I travel with my work, but as the song goes, “ it’s oh so nice to come home.” On arrival, before opening the door, I find myself dead-heading plants which grow in, or tumble out of, my hanging baskets and pots. A favourite flower is the pansy, whose cheeky face greets me back home like a member of a colourful, happy family. My well-nurtured brood respond to my care and attention, by regularly producing even more cheery faces to delight and amuse me!
In my small north facing back garden I’ve tried to create my own secret garden and I based my design on circles. Circles of green grass, paved circles of warm stone, and a circular shaped gazebo, the latter proving to be a major success. This dark mysterious cavern has finally taken shape after 7 years, as winter jasmine, trachelospermum jasminoides, with its dark shiny foliage and exquisite fragrant white flowers has slowly and methodically twisted its way up and around the supports. But each spring, a dead looking vine planted in the same year, madeleine sylvaner, suddenly springs into life, and starts its annual frenetic and aggressive race up and over the circular dome of the gazebo, fighting off anything that gets in it’s way!
Four crescent moon shaped flowerbeds, the result of the circular designed lawn, are well stocked with permanent residents such as phlomis, rosemary and lavender, many given to me by, and reminding me of, loved ones. Evergreens including spruce, cypress, bay and hebes, along with lilac and forsythia in springtime, provide height and shape. Four enormous egg shaped terracotta pots containing photinia serrulata red robin, stand amongst other pots, on wooden trolleys with wheels in the paved area. These can be moved effortlessly from one position to another, affording privacy or shade where and when required.
Poor soil and strong winds make gardening by the river difficult, but I’ve learnt over years which plants better suit these conditions. The sun rose, halimiocistus, is one of my success stories. In early spring this hardy shrub produces endless cream and pink saucer shaped flowers replacing them daily with fresh ones. A welcome sight as we move out of winter and a sure sign that summer isn’t far behind.
Accepting the poor soil and my erratic work schedule, has led me to the conclusion that assorted pots, troughs, hanging baskets and containers are the horticultral solution. Arranged informally the terracotta, stone and timber containers respond to regular watering and feeding, and can be simply re-potted to accommodate the changing seasons.
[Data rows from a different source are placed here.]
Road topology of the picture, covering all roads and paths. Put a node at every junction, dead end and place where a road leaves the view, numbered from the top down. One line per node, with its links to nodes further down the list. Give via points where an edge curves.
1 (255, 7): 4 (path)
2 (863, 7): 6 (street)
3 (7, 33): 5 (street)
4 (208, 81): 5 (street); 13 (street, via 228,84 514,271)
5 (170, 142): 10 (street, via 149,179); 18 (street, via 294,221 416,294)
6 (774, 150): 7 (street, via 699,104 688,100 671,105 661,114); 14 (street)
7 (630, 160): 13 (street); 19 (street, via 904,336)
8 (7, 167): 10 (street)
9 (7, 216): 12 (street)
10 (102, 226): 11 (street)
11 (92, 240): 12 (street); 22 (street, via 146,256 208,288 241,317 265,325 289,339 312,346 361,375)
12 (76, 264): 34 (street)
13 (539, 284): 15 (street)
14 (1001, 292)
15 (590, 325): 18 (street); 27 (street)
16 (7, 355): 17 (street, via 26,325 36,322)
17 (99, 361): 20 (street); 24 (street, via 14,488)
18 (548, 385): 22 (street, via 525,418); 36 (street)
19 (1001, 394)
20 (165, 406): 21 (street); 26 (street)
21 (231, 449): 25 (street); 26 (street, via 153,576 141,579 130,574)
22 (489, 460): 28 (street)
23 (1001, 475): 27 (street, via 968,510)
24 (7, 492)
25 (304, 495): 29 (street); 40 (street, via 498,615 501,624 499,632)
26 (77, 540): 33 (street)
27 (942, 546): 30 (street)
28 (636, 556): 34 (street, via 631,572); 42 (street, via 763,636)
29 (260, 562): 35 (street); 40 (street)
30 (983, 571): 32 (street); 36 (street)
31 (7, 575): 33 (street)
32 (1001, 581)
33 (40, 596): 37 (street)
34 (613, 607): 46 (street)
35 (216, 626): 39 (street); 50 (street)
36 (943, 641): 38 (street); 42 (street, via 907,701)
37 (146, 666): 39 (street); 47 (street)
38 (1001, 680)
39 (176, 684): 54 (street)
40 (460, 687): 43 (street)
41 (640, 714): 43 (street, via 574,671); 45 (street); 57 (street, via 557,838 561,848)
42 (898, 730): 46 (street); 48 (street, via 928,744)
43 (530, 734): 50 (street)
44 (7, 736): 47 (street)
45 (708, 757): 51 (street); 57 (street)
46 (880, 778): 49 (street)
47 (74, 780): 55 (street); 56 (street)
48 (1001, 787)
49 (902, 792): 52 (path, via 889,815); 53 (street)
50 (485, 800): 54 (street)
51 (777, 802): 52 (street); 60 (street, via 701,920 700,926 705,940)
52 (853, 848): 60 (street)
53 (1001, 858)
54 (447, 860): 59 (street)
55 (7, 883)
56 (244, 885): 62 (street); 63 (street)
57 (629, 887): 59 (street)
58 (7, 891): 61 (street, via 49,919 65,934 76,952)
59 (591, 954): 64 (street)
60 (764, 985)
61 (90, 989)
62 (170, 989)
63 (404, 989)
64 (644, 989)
Container gardening is practical, and many of the tubs and pots can be easily moved to facilitate people or occasions. Cleared away for example, to make more play space on the arrival of my boisterous grandchildren, or artistically re-positioned for dramatic effect at more sophisticated adult gatherings
The well-used barbecue and garden furniture, circular table of course, encourages entertaining el fresco. Freshly plucked herbs add piquant seasonings and aromas to simple fare at these informal, spontaneous and enjoyable gatherings. The garden changes according to mood and requirement, and can become an oasis of calm in which to sit to write, learn scripts or choreograph my movement classes
Weather permitting I will be found in my garden, scratching around like an early bird after the worm, happily lost in a world of my own. I find gardening very therapeutic and love being out in the fresh air whatever the weather, in my green wellies wrapped up against the winds and cold. I enjoy being physically active, digging the soil, and pitting my strength against robust plants or objects as I go about my outdoor tasks.
But mostly I love the peace and tranquillity I experience on a balmy summer night, sitting quietly alone, drink in hand, communing with the sights, sounds and smells of nature. It’s my idea of heaven!
I believe everyone should be able to enjoy the simple pleasures of a garden milieu. The sad fact is, that many disabled people still face barriers that prevent them from enjoying the slice of heaven gardens can bring.
Of course, if you don’t have your own garden, there are always parks and public gardens. Though many of these garden amenities are thankfully designed so that they are accessible to disabled people, accessing public transport is still an insurmountable obstacle for up to a third of disabled people in getting to them in the first place.
As someone whose life is so enriched by the love of gardens, I am pleased to see more work being done to give equal opportunities and equal access to public gardens for disabled people.